Ok, I haven't given up Windows entirely. Wine and VirtualBox are in play. Both look promising. Also, I've mounted my Win NTFS partition read/write. (Ha, you kids have it easy now! Why, back in my day...)

The cause of my switch? WinAVR is 3 years out of date and doesn't support the ATtiny84A of which I just bought 3 to test my ATtiny24/44/84 target board. In frustration I built the entire AVR toolchain from scratch on Mint following Lady Ada's tutorial.

My first pain was the awful, too-twitchy mouse. Got that fixed with some xinput/xset magic.

Losing Picasa sucks. Either digiKam will have to do or it's Picasa in Wine (as Google originally shipped it for Linux).
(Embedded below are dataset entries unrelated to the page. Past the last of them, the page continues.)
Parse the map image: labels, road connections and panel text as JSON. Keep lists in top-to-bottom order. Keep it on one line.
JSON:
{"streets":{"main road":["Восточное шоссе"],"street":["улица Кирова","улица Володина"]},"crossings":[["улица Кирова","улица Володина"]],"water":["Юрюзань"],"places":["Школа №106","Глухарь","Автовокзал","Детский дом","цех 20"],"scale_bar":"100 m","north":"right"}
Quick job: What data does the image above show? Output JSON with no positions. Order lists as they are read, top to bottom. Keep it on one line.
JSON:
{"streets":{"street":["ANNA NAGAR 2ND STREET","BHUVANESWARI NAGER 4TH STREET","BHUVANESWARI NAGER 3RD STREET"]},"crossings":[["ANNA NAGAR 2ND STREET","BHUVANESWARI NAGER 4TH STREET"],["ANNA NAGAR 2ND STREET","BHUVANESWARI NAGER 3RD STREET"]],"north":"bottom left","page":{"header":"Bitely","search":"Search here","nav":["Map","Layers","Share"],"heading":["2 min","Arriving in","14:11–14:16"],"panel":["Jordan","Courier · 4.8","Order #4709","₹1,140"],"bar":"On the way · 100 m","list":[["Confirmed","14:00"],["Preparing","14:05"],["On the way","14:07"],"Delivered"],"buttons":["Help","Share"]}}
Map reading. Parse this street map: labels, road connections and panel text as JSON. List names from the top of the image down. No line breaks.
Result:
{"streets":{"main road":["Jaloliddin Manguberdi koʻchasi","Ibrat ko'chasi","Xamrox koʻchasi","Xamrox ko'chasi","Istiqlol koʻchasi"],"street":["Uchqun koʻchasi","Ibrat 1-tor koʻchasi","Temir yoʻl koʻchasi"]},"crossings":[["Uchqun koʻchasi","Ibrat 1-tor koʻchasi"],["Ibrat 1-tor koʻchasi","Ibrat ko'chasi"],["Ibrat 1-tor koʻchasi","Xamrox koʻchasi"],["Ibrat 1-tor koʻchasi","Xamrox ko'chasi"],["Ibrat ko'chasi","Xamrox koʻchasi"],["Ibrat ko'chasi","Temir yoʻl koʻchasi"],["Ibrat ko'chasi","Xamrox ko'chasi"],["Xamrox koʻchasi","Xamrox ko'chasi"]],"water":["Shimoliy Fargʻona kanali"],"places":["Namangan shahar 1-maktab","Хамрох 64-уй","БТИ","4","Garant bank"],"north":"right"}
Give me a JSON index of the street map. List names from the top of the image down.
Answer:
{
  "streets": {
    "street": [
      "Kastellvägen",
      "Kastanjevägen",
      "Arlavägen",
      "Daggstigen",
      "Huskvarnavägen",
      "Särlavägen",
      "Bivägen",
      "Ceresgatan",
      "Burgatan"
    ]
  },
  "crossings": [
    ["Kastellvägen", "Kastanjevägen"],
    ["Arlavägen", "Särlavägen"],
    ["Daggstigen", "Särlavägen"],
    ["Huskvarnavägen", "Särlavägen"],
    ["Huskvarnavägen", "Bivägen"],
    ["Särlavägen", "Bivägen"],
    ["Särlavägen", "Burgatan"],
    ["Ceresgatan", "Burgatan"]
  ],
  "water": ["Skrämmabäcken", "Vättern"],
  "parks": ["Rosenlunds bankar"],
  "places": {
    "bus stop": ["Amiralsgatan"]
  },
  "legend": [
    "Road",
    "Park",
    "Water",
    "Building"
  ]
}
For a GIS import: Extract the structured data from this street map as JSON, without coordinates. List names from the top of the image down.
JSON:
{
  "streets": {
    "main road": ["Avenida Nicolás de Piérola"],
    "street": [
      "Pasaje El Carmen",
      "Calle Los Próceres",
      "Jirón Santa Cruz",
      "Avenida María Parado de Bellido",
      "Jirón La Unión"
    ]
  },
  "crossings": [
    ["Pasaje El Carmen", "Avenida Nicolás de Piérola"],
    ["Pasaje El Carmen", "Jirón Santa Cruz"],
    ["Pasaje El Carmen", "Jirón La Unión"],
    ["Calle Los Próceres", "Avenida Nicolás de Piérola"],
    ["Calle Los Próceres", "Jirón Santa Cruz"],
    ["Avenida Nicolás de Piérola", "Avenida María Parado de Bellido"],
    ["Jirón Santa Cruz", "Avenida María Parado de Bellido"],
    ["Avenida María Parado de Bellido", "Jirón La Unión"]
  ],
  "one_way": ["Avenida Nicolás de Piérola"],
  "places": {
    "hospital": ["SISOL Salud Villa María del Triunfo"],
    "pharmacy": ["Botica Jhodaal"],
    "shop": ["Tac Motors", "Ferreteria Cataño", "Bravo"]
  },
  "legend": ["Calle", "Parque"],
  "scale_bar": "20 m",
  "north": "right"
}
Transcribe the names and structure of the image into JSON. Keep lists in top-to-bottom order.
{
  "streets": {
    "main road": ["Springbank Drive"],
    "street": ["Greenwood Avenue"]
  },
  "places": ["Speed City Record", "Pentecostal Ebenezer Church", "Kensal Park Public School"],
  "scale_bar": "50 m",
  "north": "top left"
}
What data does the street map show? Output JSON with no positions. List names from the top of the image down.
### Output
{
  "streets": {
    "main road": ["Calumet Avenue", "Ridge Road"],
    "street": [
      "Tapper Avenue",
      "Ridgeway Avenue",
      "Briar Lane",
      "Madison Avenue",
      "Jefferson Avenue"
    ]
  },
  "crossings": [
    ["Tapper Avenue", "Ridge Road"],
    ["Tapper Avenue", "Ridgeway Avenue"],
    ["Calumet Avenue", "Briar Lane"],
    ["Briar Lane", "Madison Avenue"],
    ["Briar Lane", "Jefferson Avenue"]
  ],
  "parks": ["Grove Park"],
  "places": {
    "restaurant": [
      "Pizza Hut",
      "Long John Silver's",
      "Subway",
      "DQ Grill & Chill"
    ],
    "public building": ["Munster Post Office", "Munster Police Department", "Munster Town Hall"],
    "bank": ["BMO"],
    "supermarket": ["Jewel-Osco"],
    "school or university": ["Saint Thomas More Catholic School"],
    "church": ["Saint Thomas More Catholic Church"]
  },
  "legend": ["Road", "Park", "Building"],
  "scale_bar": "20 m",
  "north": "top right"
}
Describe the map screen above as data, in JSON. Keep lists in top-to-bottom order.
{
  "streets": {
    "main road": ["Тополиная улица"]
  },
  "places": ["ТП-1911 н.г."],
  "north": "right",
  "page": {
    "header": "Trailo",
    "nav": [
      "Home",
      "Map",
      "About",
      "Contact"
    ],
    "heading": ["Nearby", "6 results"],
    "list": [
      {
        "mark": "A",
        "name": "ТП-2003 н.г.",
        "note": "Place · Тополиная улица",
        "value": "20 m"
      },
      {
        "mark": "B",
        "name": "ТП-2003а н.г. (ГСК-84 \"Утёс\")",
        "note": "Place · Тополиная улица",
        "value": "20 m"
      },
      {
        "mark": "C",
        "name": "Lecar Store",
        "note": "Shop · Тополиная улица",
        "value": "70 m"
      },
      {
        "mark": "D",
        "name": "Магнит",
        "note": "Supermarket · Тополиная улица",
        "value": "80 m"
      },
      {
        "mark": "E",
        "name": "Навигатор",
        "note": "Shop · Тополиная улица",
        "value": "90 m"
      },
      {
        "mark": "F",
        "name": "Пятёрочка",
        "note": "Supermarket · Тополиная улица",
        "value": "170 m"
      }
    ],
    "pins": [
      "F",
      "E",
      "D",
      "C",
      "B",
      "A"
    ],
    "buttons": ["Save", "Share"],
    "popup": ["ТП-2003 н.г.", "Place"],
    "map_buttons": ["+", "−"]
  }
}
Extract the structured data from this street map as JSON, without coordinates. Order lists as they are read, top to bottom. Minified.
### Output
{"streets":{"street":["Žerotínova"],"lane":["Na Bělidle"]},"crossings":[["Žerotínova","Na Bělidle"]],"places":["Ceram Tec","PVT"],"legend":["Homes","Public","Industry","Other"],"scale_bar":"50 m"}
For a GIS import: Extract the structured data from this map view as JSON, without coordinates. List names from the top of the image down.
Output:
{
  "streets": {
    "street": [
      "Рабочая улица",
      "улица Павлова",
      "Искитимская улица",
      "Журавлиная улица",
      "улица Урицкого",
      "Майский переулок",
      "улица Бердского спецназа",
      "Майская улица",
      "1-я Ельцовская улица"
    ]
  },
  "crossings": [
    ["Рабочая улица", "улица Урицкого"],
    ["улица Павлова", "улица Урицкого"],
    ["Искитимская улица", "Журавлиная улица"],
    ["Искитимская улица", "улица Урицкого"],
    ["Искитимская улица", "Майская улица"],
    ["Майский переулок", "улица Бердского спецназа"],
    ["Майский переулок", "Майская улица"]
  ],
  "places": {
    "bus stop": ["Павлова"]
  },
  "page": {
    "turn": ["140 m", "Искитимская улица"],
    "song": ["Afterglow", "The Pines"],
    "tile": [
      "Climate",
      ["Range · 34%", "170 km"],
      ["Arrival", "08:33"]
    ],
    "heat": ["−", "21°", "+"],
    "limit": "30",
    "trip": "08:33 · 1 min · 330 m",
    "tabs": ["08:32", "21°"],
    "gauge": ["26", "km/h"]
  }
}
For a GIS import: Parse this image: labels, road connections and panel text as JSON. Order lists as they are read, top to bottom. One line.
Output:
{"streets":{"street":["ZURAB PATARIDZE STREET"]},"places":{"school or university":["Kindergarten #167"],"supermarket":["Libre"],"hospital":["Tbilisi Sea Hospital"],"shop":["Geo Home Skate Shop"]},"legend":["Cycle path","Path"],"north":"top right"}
I wished I could see what pictures I've uploaded to Picasaweb.

LTSpice works great in Wine. Eagle is fast but with a niggling key binding issue.

Chrome, GIMP, no problem.  I want Notepad++ back.

I'd just fallen in love with TortoiseSVN... thankfully, RabbitVCS works very similarly. Although Mint/Nemo isn't officially supported, it works a-ok with a little trickery.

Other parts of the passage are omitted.